The problem arises when I try to upload my locally-stored training data to the datastore of the workspace. The data is savedlocally in a parquet file, about 70Mb in size. The transfer fails after some time with a ProtocolError. After that it keeps retrying and failing with a NewConnectionError.

The snippet that reproduces the error is:

import numpy as np  
import pandas as pd  
from os.path import join as osjoin  
  
import azureml.core  
from azureml.core import Workspace,Experiment,Dataset,Datastore  
from azureml.core.compute import AmlCompute,ComputeTarget  
  
workdir = "."  
# Set up Azure Workspace  
# load workspace configuration from the config.json file in the current folder.  
try:  
    ws = Workspace.from_config()  
except:  
    print("Could not load AML workspace")  
  
  
datadir= osjoin(workdir,"data")  
local_files = [ osjoin(datadir,f) for f in listdir(datadir) if ".parquet" in f ]  
  
# get the datastore to upload prepared data  
datastore = ws.get_default_datastore()  
datastore.upload_files(files=local_files, target_path=None, show_progress=True)

Everything runs smoothly until the last line. What happens is that the program starts to upload the file,
I can see that there is outbound traffic from my VPN monitor.

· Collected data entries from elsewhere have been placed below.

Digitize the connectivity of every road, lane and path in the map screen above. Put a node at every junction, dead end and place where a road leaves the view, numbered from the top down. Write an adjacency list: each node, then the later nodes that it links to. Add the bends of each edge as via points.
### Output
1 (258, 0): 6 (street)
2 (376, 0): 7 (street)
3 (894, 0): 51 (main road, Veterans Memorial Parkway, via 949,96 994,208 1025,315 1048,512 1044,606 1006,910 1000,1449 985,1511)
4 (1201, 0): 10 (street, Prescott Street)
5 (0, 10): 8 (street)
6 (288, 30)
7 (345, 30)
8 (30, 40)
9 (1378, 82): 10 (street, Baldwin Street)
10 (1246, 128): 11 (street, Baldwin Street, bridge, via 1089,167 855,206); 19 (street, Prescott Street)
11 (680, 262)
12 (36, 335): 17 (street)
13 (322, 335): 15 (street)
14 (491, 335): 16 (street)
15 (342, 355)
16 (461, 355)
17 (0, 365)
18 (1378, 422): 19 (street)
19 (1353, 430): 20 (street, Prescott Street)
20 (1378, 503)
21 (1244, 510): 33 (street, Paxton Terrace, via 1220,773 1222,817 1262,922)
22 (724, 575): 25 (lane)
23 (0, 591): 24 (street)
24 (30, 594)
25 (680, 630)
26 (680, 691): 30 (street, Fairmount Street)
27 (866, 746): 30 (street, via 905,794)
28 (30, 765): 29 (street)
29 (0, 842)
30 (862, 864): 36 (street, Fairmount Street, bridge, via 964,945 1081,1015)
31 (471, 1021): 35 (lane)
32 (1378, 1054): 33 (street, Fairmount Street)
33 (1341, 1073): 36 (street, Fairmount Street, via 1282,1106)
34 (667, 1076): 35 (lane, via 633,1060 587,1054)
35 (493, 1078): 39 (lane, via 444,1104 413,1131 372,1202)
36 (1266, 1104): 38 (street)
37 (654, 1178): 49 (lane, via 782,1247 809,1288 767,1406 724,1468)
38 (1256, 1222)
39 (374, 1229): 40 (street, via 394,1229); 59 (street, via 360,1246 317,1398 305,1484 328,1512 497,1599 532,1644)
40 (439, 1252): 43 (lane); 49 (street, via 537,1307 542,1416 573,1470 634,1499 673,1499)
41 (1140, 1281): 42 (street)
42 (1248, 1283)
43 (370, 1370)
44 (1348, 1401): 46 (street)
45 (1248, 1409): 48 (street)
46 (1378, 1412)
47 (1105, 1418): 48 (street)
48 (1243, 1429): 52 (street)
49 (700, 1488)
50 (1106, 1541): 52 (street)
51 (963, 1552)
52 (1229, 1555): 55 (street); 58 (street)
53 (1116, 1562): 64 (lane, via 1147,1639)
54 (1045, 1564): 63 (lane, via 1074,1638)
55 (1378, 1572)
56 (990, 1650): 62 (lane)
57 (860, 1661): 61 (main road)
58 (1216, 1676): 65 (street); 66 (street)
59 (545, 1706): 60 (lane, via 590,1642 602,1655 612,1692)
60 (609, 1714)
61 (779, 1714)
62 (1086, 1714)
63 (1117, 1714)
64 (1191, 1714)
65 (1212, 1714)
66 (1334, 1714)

From the upload speed and the size of the file, I would say that it uploads it completely or close to that, then I get this message * :

WARNING - Retrying (Retry(total=2, connect=3, read=2, redirect=None, status=None)) after connection broken by 'ProtocolError('Connection aborted.', OSError("(10054, 'WSAECONNRESET')"))': /azureml-blobstore-xxx/creditcard.parquet?comp=block&blockid=TURBd01...TURB...RA%3D%3D  
WARNING - Retrying (Retry(total=1, connect=2, read=2, redirect=None, status=None)) after connection broken by 'NewConnectionError(': Failed to establish a new connection: [Errno 11001] getaddrinfo failed')': /azureml-blobstore-xxx/creditcard.parquet?comp=block&blockid=TURBd01...TURB...RA%3D%3D  
WARNING - Retrying (Retry(total=0, connect=1, read=2, redirect=None, status=None)) after connection broken by 'NewConnectionError(': Failed to establish a new connection: [Errno 11001] getaddrinfo failed')': /azureml-blobstore-xxx/creditcard.parquet?comp=block&blockid=TURBd01...TURB...RA%3D%3D  
WARNING - Retrying (Retry(total=2, connect=2, read=3, redirect=None, status=None)) after connection broken by 'NewConnectionError(': Failed to establish a new connection: [Errno 11001] getaddrinfo failed')': /azureml-blobstore-xxx/creditcard.parquet?comp=block&blockid=TURBd01...TURB...RA%3D%3D  
WARNING - Retrying (Retry(total=1, connect=1, read=3, redirect=None, status=None)) after connection broken by 'ConnectTimeoutError(, 'Connection to creditfraudws2493375317.blob.core.windows.net timed out. (connect timeout=20)')': /azureml-blobstore-xxx/creditcard.parquet?comp=block&blockid=TURBd01...TURB...RA%3D%3D  
WARNING - Retrying (Retry(total=0, connect=0, read=3, redirect=None, status=None)) after connection broken by 'NewConnectionError(': Failed to establish a new connection: [Errno 11001] getaddrinfo failed')': /azureml-blobstore-xxx/creditcard.parquet?comp=block&blockid=TURBd01...TURB...RA%3D%3D

From the initial ProtocolError, I understand that the Azure cloud server bounces me back, but it is
unclear to me why. Checking the workspace from the Azure portal, I would guess that the container of the workspace is still empty, but I am not 100% sure if I checked that correctly.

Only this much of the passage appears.